→ **Problem details**: Would you restate every entry below word for word? Leave out the pictures.

→ **Provided records**:

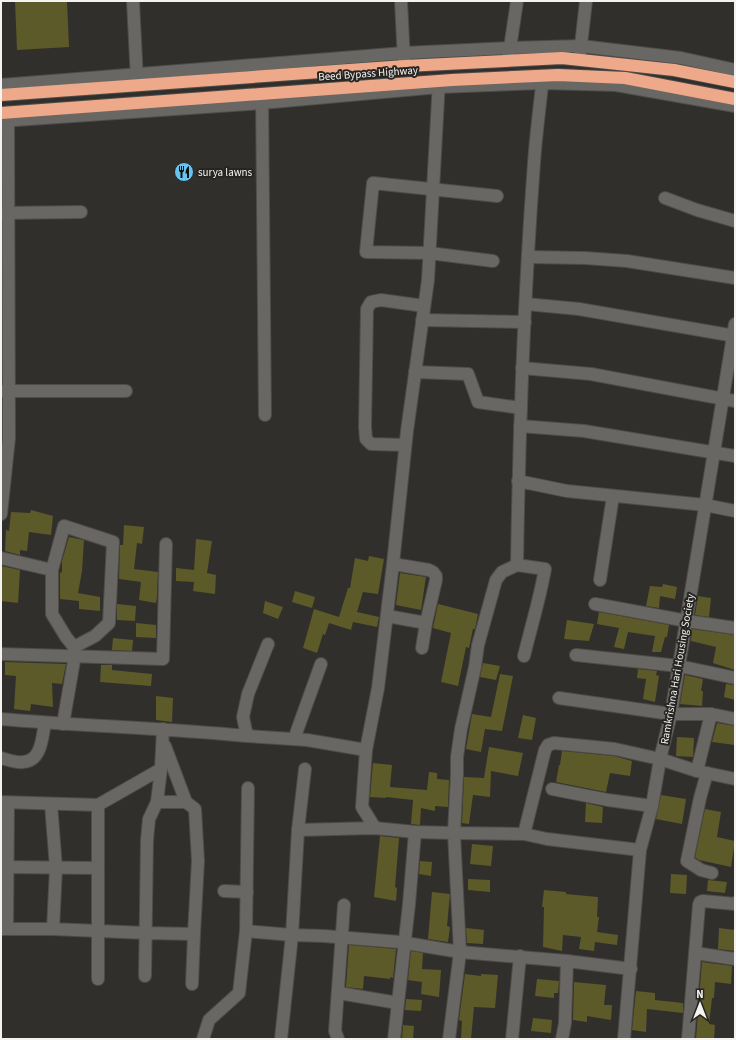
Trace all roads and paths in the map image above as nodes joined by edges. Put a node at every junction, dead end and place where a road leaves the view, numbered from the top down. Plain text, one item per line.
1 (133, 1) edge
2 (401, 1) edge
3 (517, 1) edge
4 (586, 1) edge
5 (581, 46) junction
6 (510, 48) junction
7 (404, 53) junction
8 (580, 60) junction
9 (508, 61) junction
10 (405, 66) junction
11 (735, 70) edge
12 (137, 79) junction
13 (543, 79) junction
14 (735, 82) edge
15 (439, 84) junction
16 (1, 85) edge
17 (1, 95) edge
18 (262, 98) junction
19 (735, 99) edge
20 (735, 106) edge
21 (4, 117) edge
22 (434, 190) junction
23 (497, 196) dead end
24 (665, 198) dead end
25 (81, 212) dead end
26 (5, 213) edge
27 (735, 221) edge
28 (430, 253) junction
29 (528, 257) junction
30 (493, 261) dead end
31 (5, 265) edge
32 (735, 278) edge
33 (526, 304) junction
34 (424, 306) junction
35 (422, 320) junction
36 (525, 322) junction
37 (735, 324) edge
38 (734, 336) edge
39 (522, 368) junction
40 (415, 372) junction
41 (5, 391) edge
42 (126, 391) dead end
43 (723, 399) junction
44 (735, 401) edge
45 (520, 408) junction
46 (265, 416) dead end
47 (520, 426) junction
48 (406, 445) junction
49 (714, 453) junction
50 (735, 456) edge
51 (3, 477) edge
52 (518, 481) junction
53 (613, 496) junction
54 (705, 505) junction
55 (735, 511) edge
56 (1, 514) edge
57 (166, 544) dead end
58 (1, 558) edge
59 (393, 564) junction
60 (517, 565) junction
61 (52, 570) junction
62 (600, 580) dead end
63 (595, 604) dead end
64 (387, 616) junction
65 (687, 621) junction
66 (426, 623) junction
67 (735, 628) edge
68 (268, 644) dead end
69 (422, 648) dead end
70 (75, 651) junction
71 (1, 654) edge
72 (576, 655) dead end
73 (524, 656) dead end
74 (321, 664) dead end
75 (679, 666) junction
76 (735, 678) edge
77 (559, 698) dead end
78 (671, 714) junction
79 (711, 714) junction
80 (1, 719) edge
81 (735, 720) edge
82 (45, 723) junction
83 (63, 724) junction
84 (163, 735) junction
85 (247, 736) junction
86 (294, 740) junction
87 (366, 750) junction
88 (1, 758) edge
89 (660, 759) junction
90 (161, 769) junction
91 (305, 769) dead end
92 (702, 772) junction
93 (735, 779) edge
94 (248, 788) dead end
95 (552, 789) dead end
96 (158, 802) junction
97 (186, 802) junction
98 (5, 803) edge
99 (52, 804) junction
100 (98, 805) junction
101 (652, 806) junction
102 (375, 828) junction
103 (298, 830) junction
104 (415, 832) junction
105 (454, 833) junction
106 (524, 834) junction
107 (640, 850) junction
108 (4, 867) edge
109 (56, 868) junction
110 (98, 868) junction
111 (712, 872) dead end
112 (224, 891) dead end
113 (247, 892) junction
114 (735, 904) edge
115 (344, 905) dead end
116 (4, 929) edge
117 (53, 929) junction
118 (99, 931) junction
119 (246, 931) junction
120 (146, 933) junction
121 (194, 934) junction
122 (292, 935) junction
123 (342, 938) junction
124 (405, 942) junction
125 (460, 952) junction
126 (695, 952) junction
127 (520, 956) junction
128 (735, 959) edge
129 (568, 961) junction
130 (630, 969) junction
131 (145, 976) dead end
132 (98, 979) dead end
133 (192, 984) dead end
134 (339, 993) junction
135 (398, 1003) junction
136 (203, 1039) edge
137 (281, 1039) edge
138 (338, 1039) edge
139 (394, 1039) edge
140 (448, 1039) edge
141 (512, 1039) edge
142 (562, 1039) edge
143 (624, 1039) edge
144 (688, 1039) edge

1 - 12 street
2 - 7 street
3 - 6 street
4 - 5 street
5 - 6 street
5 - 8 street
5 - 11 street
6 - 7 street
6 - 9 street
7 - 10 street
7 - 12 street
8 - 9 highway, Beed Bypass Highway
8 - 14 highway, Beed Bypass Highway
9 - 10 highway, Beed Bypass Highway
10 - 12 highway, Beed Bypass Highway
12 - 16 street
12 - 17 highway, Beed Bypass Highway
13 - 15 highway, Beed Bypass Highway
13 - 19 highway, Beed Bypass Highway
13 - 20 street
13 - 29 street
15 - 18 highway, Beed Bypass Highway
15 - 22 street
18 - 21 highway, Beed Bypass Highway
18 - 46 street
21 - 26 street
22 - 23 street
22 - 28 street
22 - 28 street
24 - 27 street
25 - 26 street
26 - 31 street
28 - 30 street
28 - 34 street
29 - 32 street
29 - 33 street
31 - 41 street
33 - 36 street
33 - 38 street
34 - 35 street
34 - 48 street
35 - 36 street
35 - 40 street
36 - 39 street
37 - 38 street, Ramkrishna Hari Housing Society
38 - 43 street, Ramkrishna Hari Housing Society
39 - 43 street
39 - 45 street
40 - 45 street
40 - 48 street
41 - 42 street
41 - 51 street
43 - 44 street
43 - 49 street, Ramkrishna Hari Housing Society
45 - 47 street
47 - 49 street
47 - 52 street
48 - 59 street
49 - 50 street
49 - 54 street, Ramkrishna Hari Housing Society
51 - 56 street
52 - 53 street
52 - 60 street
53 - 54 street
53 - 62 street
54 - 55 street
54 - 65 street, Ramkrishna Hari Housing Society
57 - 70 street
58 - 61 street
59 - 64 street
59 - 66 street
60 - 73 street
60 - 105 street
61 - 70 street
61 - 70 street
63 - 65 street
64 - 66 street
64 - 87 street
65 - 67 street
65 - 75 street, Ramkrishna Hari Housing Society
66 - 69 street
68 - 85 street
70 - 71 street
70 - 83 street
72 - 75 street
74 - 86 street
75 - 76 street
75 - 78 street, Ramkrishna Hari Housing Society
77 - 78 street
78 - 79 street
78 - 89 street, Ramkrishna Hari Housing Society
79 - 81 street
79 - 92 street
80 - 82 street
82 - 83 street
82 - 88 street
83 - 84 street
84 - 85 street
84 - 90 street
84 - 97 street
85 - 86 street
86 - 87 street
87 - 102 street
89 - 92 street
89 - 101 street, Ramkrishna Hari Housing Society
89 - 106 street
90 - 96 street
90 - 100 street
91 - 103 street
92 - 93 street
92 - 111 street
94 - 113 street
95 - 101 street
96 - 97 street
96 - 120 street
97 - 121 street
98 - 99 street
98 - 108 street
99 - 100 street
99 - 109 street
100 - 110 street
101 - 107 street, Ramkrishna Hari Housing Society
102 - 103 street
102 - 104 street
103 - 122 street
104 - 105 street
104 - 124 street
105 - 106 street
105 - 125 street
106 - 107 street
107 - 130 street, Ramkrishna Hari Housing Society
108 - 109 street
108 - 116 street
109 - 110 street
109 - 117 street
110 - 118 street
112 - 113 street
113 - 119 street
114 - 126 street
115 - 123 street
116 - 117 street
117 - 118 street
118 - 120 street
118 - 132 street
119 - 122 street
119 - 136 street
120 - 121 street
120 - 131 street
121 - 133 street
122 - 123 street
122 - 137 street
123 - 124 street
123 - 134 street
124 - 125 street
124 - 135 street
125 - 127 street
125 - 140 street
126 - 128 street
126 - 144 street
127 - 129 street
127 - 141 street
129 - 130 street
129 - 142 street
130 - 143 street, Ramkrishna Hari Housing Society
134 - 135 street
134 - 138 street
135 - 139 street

→ **Result of this exercise**:
Trace all roads and paths in the map image above as nodes joined by edges. Put a node at every junction, dead end and place where a road leaves the view, numbered from the top down. Plain text, one item per line.
1 (133, 1) edge
2 (401, 1) edge
3 (517, 1) edge
4 (586, 1) edge
5 (581, 46) junction
6 (510, 48) junction
7 (404, 53) junction
8 (580, 60) junction
9 (508, 61) junction
10 (405, 66) junction
11 (735, 70) edge
12 (137, 79) junction
13 (543, 79) junction
14 (735, 82) edge
15 (439, 84) junction
16 (1, 85) edge
17 (1, 95) edge
18 (262, 98) junction
19 (735, 99) edge
20 (735, 106) edge
21 (4, 117) edge
22 (434, 190) junction
23 (497, 196) dead end
24 (665, 198) dead end
25 (81, 212) dead end
26 (5, 213) edge
27 (735, 221) edge
28 (430, 253) junction
29 (528, 257) junction
30 (493, 261) dead end
31 (5, 265) edge
32 (735, 278) edge
33 (526, 304) junction
34 (424, 306) junction
35 (422, 320) junction
36 (525, 322) junction
37 (735, 324) edge
38 (734, 336) edge
39 (522, 368) junction
40 (415, 372) junction
41 (5, 391) edge
42 (126, 391) dead end
43 (723, 399) junction
44 (735, 401) edge
45 (520, 408) junction
46 (265, 416) dead end
47 (520, 426) junction
48 (406, 445) junction
49 (714, 453) junction
50 (735, 456) edge
51 (3, 477) edge
52 (518, 481) junction
53 (613, 496) junction
54 (705, 505) junction
55 (735, 511) edge
56 (1, 514) edge
57 (166, 544) dead end
58 (1, 558) edge
59 (393, 564) junction
60 (517, 565) junction
61 (52, 570) junction
62 (600, 580) dead end
63 (595, 604) dead end
64 (387, 616) junction
65 (687, 621) junction
66 (426, 623) junction
67 (735, 628) edge
68 (268, 644) dead end
69 (422, 648) dead end
70 (75, 651) junction
71 (1, 654) edge
72 (576, 655) dead end
73 (524, 656) dead end
74 (321, 664) dead end
75 (679, 666) junction
76 (735, 678) edge
77 (559, 698) dead end
78 (671, 714) junction
79 (711, 714) junction
80 (1, 719) edge
81 (735, 720) edge
82 (45, 723) junction
83 (63, 724) junction
84 (163, 735) junction
85 (247, 736) junction
86 (294, 740) junction
87 (366, 750) junction
88 (1, 758) edge
89 (660, 759) junction
90 (161, 769) junction
91 (305, 769) dead end
92 (702, 772) junction
93 (735, 779) edge
94 (248, 788) dead end
95 (552, 789) dead end
96 (158, 802) junction
97 (186, 802) junction
98 (5, 803) edge
99 (52, 804) junction
100 (98, 805) junction
101 (652, 806) junction
102 (375, 828) junction
103 (298, 830) junction
104 (415, 832) junction
105 (454, 833) junction
106 (524, 834) junction
107 (640, 850) junction
108 (4, 867) edge
109 (56, 868) junction
110 (98, 868) junction
111 (712, 872) dead end
112 (224, 891) dead end
113 (247, 892) junction
114 (735, 904) edge
115 (344, 905) dead end
116 (4, 929) edge
117 (53, 929) junction
118 (99, 931) junction
119 (246, 931) junction
120 (146, 933) junction
121 (194, 934) junction
122 (292, 935) junction
123 (342, 938) junction
124 (405, 942) junction
125 (460, 952) junction
126 (695, 952) junction
127 (520, 956) junction
128 (735, 959) edge
129 (568, 961) junction
130 (630, 969) junction
131 (145, 976) dead end
132 (98, 979) dead end
133 (192, 984) dead end
134 (339, 993) junction
135 (398, 1003) junction
136 (203, 1039) edge
137 (281, 1039) edge
138 (338, 1039) edge
139 (394, 1039) edge
140 (448, 1039) edge
141 (512, 1039) edge
142 (562, 1039) edge
143 (624, 1039) edge
144 (688, 1039) edge

1 - 12 street
2 - 7 street
3 - 6 street
4 - 5 street
5 - 6 street
5 - 8 street
5 - 11 street
6 - 7 street
6 - 9 street
7 - 10 street
7 - 12 street
8 - 9 highway, Beed Bypass Highway
8 - 14 highway, Beed Bypass Highway
9 - 10 highway, Beed Bypass Highway
10 - 12 highway, Beed Bypass Highway
12 - 16 street
12 - 17 highway, Beed Bypass Highway
13 - 15 highway, Beed Bypass Highway
13 - 19 highway, Beed Bypass Highway
13 - 20 street
13 - 29 street
15 - 18 highway, Beed Bypass Highway
15 - 22 street
18 - 21 highway, Beed Bypass Highway
18 - 46 street
21 - 26 street
22 - 23 street
22 - 28 street
22 - 28 street
24 - 27 street
25 - 26 street
26 - 31 street
28 - 30 street
28 - 34 street
29 - 32 street
29 - 33 street
31 - 41 street
33 - 36 street
33 - 38 street
34 - 35 street
34 - 48 street
35 - 36 street
35 - 40 street
36 - 39 street
37 - 38 street, Ramkrishna Hari Housing Society
38 - 43 street, Ramkrishna Hari Housing Society
39 - 43 street
39 - 45 street
40 - 45 street
40 - 48 street
41 - 42 street
41 - 51 street
43 - 44 street
43 - 49 street, Ramkrishna Hari Housing Society
45 - 47 street
47 - 49 street
47 - 52 street
48 - 59 street
49 - 50 street
49 - 54 street, Ramkrishna Hari Housing Society
51 - 56 street
52 - 53 street
52 - 60 street
53 - 54 street
53 - 62 street
54 - 55 street
54 - 65 street, Ramkrishna Hari Housing Society
57 - 70 street
58 - 61 street
59 - 64 street
59 - 66 street
60 - 73 street
60 - 105 street
61 - 70 street
61 - 70 street
63 - 65 street
64 - 66 street
64 - 87 street
65 - 67 street
65 - 75 street, Ramkrishna Hari Housing Society
66 - 69 street
68 - 85 street
70 - 71 street
70 - 83 street
72 - 75 street
74 - 86 street
75 - 76 street
75 - 78 street, Ramkrishna Hari Housing Society
77 - 78 street
78 - 79 street
78 - 89 street, Ramkrishna Hari Housing Society
79 - 81 street
79 - 92 street
80 - 82 street
82 - 83 street
82 - 88 street
83 - 84 street
84 - 85 street
84 - 90 street
84 - 97 street
85 - 86 street
86 - 87 street
87 - 102 street
89 - 92 street
89 - 101 street, Ramkrishna Hari Housing Society
89 - 106 street
90 - 96 street
90 - 100 street
91 - 103 street
92 - 93 street
92 - 111 street
94 - 113 street
95 - 101 street
96 - 97 street
96 - 120 street
97 - 121 street
98 - 99 street
98 - 108 street
99 - 100 street
99 - 109 street
100 - 110 street
101 - 107 street, Ramkrishna Hari Housing Society
102 - 103 street
102 - 104 street
103 - 122 street
104 - 105 street
104 - 124 street
105 - 106 street
105 - 125 street
106 - 107 street
107 - 130 street, Ramkrishna Hari Housing Society
108 - 109 street
108 - 116 street
109 - 110 street
109 - 117 street
110 - 118 street
112 - 113 street
113 - 119 street
114 - 126 street
115 - 123 street
116 - 117 street
117 - 118 street
118 - 120 street
118 - 132 street
119 - 122 street
119 - 136 street
120 - 121 street
120 - 131 street
121 - 133 street
122 - 123 street
122 - 137 street
123 - 124 street
123 - 134 street
124 - 125 street
124 - 135 street
125 - 127 street
125 - 140 street
126 - 128 street
126 - 144 street
127 - 129 street
127 - 141 street
129 - 130 street
129 - 142 street
130 - 143 street, Ramkrishna Hari Housing Society
134 - 135 street
134 - 138 street
135 - 139 street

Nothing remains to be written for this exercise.